» **MATERIAL FOR THE TASK**:
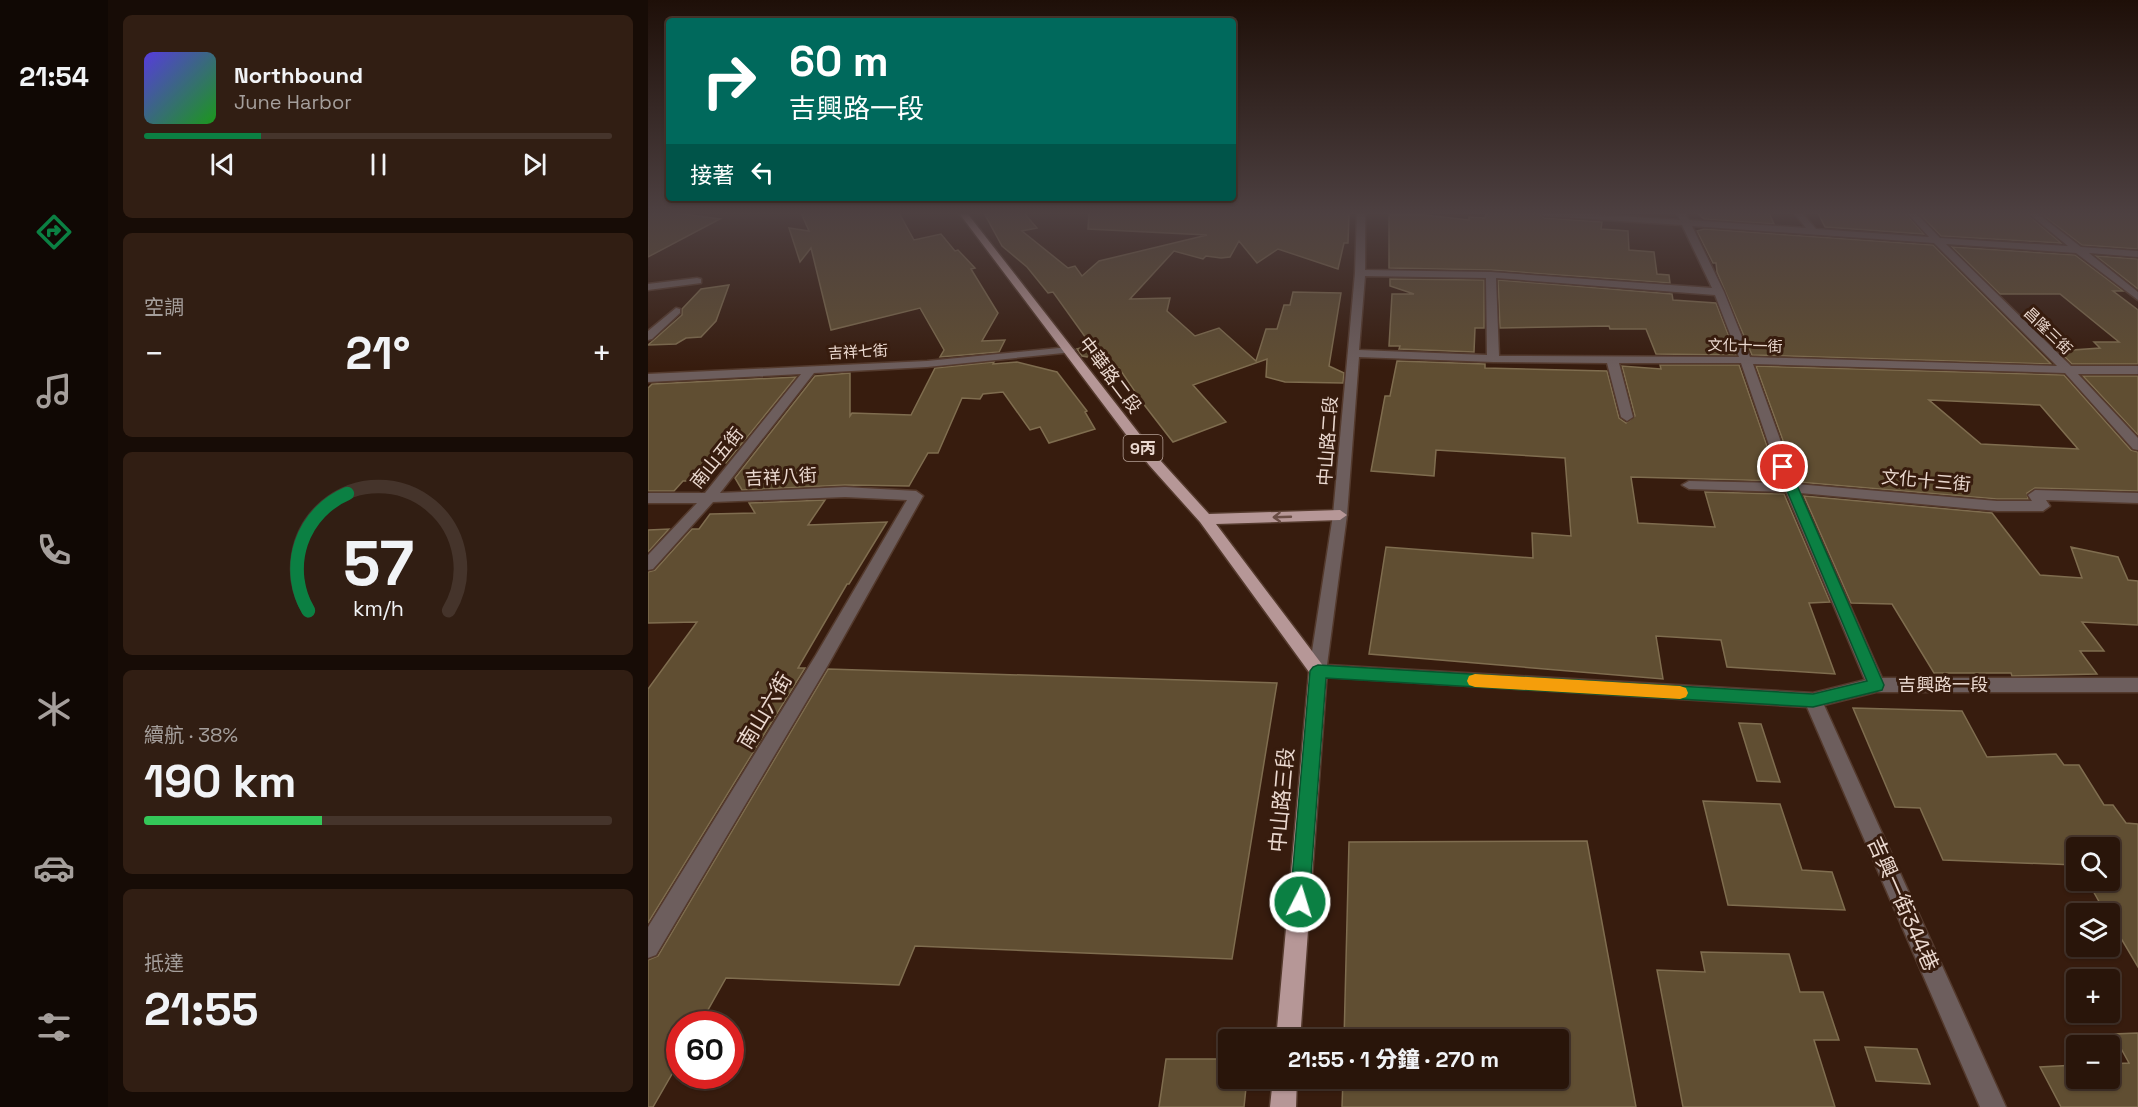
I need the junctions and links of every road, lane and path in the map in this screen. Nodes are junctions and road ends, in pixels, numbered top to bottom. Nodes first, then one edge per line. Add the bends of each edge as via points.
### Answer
1 (1003, 265) edge
2 (1360, 265) edge
3 (1707, 265) edge
4 (1961, 265) edge
5 (2099, 265) edge
6 (1360, 273) junction
7 (1491, 275) junction
8 (697, 281) dead end
9 (648, 287) edge
10 (1719, 292) junction
11 (2138, 297) edge
12 (676, 311) dead end
13 (648, 337) edge
14 (1069, 350) junction
15 (1352, 353) junction
16 (1493, 359) junction
17 (1612, 360) junction
18 (1746, 360) junction
19 (810, 370) junction
20 (2068, 370) junction
21 (2138, 370) edge
22 (648, 378) edge
23 (1627, 417) dead end
24 (2138, 446) edge
25 (1689, 485) dead end
26 (1791, 488) junction
27 (915, 496) joint
28 (648, 498) edge
29 (709, 498) junction
30 (2138, 498) edge
31 (1340, 515) junction
32 (1205, 519) junction
33 (648, 566) edge
34 (1318, 671) junction
35 (1876, 685) junction
36 (2138, 685) edge
37 (1813, 700) junction
38 (648, 947) edge
39 (1289, 1029) edge
40 (1284, 1089) edge
41 (1283, 1107) edge
42 (1993, 1107) edge

1 - 14 main road, 中華路二段 / 9丙
2 - 6 street, 中山路二段
3 - 10 street
4 - 20 street, 昌隆三街
5 - 11 street
6 - 7 street
6 - 15 street, 中山路二段
7 - 10 street
7 - 16 street
8 - 9 street
10 - 18 street
12 - 13 street
14 - 19 street, 吉祥七街 via 927,364
14 - 32 main road, 中華路二段 / 9丙 via 1154,462
15 - 16 street, 文化十一街
15 - 31 street, 中山路二段
16 - 17 street, 文化十一街
17 - 18 street, 文化十一街
17 - 23 street
18 - 20 street, 文化十一街
18 - 26 street
19 - 22 street, 吉祥七街
19 - 29 street, 南山五街
20 - 21 street, 文化十一街
20 - 24 street, 昌隆三街
25 - 26 street, 文化十三街
26 - 30 street, 文化十三街 via 1997,506 2043,506 2035,495
26 - 35 street
27 - 29 street, 吉祥八街 via 845,492
27 - 38 street, 南山六街 via 822,660
28 - 29 street, 吉祥八街
29 - 33 street, 南山五街
31 -> 32 main road
31 - 34 street, 中山路二段
32 - 34 main road, 中華路二段 / 9丙
34 - 37 street, 吉興路一段
34 - 39 main road, 中山路三段
35 - 36 street, 吉興路一段
35 - 37 street, 吉興路一段
37 - 42 street, 吉興一街344巷
40 - 41 main road

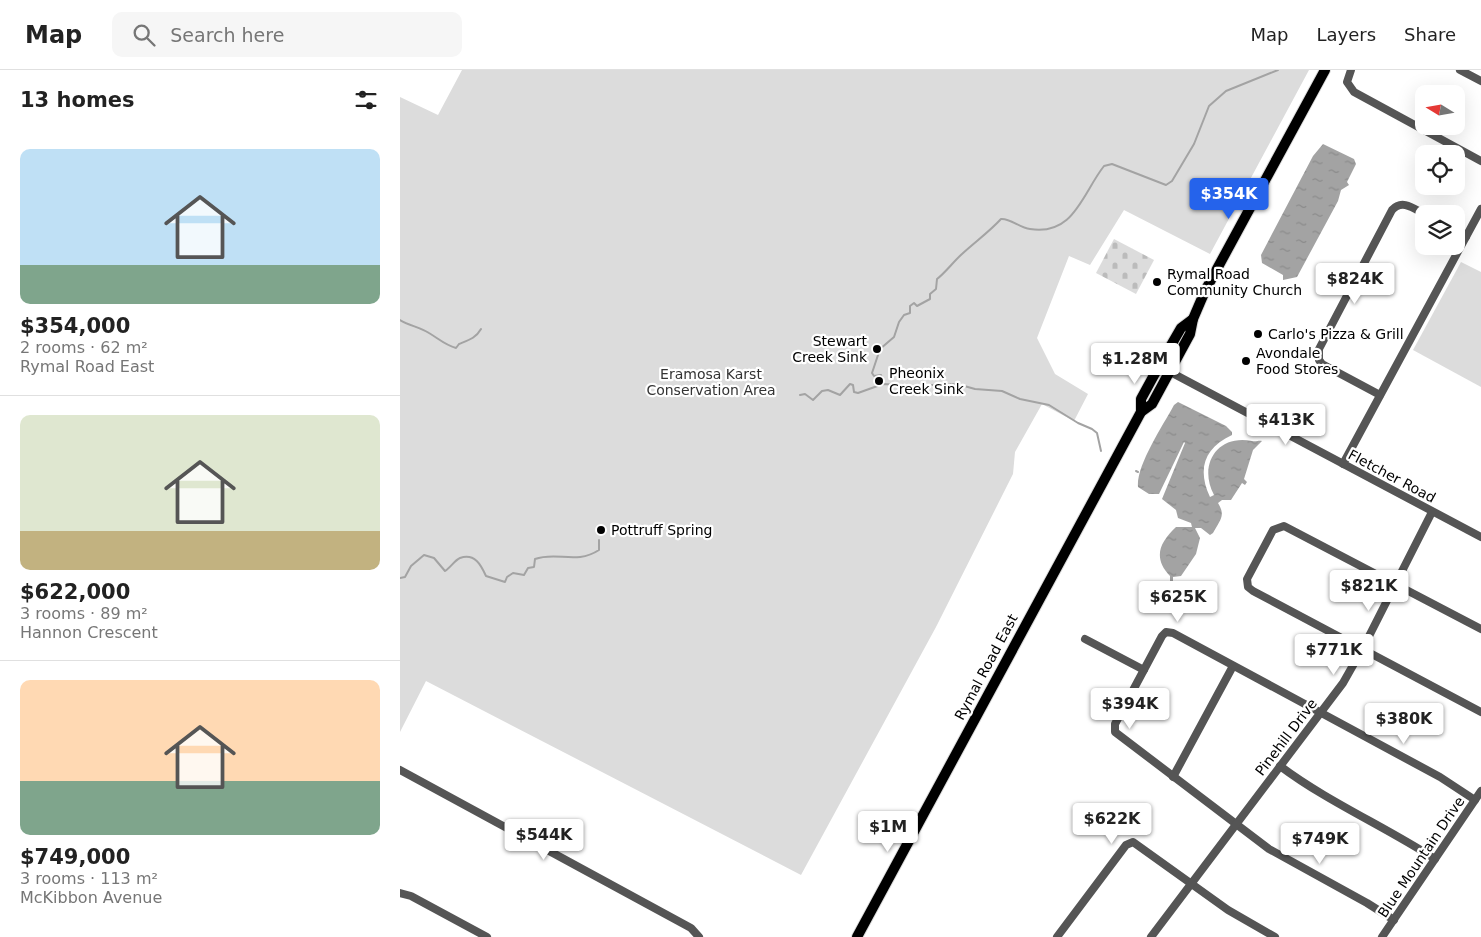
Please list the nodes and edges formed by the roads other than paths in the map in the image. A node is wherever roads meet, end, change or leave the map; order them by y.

» **YOUR INSTRUCTIONS**:
In your copy of the listing above, every line must match exactly and no picture may appear.

» **SOLVED PROBLEM**:
I need the junctions and links of every road, lane and path in the map in this screen. Nodes are junctions and road ends, in pixels, numbered top to bottom. Nodes first, then one edge per line. Add the bends of each edge as via points.
### Answer
1 (1003, 265) edge
2 (1360, 265) edge
3 (1707, 265) edge
4 (1961, 265) edge
5 (2099, 265) edge
6 (1360, 273) junction
7 (1491, 275) junction
8 (697, 281) dead end
9 (648, 287) edge
10 (1719, 292) junction
11 (2138, 297) edge
12 (676, 311) dead end
13 (648, 337) edge
14 (1069, 350) junction
15 (1352, 353) junction
16 (1493, 359) junction
17 (1612, 360) junction
18 (1746, 360) junction
19 (810, 370) junction
20 (2068, 370) junction
21 (2138, 370) edge
22 (648, 378) edge
23 (1627, 417) dead end
24 (2138, 446) edge
25 (1689, 485) dead end
26 (1791, 488) junction
27 (915, 496) joint
28 (648, 498) edge
29 (709, 498) junction
30 (2138, 498) edge
31 (1340, 515) junction
32 (1205, 519) junction
33 (648, 566) edge
34 (1318, 671) junction
35 (1876, 685) junction
36 (2138, 685) edge
37 (1813, 700) junction
38 (648, 947) edge
39 (1289, 1029) edge
40 (1284, 1089) edge
41 (1283, 1107) edge
42 (1993, 1107) edge

1 - 14 main road, 中華路二段 / 9丙
2 - 6 street, 中山路二段
3 - 10 street
4 - 20 street, 昌隆三街
5 - 11 street
6 - 7 street
6 - 15 street, 中山路二段
7 - 10 street
7 - 16 street
8 - 9 street
10 - 18 street
12 - 13 street
14 - 19 street, 吉祥七街 via 927,364
14 - 32 main road, 中華路二段 / 9丙 via 1154,462
15 - 16 street, 文化十一街
15 - 31 street, 中山路二段
16 - 17 street, 文化十一街
17 - 18 street, 文化十一街
17 - 23 street
18 - 20 street, 文化十一街
18 - 26 street
19 - 22 street, 吉祥七街
19 - 29 street, 南山五街
20 - 21 street, 文化十一街
20 - 24 street, 昌隆三街
25 - 26 street, 文化十三街
26 - 30 street, 文化十三街 via 1997,506 2043,506 2035,495
26 - 35 street
27 - 29 street, 吉祥八街 via 845,492
27 - 38 street, 南山六街 via 822,660
28 - 29 street, 吉祥八街
29 - 33 street, 南山五街
31 -> 32 main road
31 - 34 street, 中山路二段
32 - 34 main road, 中華路二段 / 9丙
34 - 37 street, 吉興路一段
34 - 39 main road, 中山路三段
35 - 36 street, 吉興路一段
35 - 37 street, 吉興路一段
37 - 42 street, 吉興一街344巷
40 - 41 main road

Please list the nodes and edges formed by the roads other than paths in the map in the image. A node is wherever roads meet, end, change or leave the map; order them by y.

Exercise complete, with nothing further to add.